Para compreender o “precioso ensinamento de vida” que se irradia da casa de Nazaré para o sucesso da educação familiar, procuremos comparar, com a ajuda, também, das reflexões de Recalcati em seu belo livro O Segredo do Filho, as quatro figuras paradigmáticas da relação entre pais e filhos que a cultura e a Escritura nos dão: Laio e Édipo, o Pai misericordioso e o filho pródigo, Abraão e Isaque, Maria - José e Jesus.
Pertença e liberdade
É interessante observar que Jesus, quem desde menino se mostrava extremamente livre, era, no entanto, filialmente submisso a Maria e José, que por sua vez se tornaram cada vez mais conscientes do mistério do qual seu filho era portador.
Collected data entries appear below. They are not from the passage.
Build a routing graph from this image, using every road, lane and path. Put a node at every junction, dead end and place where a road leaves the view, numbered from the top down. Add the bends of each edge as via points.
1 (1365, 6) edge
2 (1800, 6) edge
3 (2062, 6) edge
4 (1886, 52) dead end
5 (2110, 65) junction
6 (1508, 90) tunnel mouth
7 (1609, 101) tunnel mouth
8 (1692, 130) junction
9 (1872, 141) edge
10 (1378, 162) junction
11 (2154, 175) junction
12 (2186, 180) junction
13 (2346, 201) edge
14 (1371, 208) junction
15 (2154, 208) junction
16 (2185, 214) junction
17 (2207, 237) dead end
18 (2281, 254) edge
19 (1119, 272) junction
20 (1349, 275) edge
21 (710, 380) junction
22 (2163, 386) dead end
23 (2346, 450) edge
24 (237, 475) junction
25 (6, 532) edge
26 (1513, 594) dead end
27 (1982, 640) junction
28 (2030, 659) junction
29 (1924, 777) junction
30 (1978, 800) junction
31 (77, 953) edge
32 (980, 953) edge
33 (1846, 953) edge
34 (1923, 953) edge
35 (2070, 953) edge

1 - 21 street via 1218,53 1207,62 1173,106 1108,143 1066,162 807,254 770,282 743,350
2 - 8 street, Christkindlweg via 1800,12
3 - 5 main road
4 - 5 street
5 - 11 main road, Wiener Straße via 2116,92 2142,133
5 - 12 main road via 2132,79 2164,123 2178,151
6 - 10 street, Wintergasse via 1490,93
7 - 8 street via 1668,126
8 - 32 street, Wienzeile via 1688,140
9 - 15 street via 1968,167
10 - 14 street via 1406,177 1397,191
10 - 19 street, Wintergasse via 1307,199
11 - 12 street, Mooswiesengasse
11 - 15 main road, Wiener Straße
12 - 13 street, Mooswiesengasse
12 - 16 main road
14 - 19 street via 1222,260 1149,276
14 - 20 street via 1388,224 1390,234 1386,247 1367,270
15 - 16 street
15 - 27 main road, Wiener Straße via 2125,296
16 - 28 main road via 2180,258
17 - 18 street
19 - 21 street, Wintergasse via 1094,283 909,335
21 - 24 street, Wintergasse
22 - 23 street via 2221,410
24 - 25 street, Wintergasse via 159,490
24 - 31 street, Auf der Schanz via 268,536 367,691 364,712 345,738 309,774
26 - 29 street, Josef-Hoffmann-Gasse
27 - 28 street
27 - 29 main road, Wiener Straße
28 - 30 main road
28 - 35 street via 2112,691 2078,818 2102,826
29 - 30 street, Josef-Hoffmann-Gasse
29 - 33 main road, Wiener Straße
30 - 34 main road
Não ocorreu a Jesus ser livre sem vínculos, nem obedecer de maneira servil: a sua identidade como filho de Deus e filho do homem era perfeitamente harmoniosa. Jesus é o ideal concreto de cada filho, aquele que inaugura a possibilidade de ser grato pelo vínculo com os próprios pais, mas também capaz de reconhecer em Deus, uma origem e um destino maior.
Na história de Jesus, pais e filhos não se negam nem se matam: as tensões existem, claro, mas não conduzem a conflitos e rupturas. Já adulto, Jesus terá a missão, vivida em perfeita e amorosa concordância com o Pai e também com o consentimento da Mãe, de dar a sua vida para redimir a nossa vida, e de oferecer a sua morte para libertar da morte cada homem. Porém, na sua história, ao contrário da história grega e também da freudiana - em suma, ao contrário da tragédia familiar que marca a experiência do homem e é uma característica fundamental da cultura ocidental - não há sombra de infanticídios ou parricídios reais ou simbólicos, nem há vestígio de pertenças autoritárias ou incestuosas. Na história de Jesus, a lei e a liberdade, os laços familiares e o destino pessoal encontram um feliz acordo humano e divino: nada de desumano, nada de fanático.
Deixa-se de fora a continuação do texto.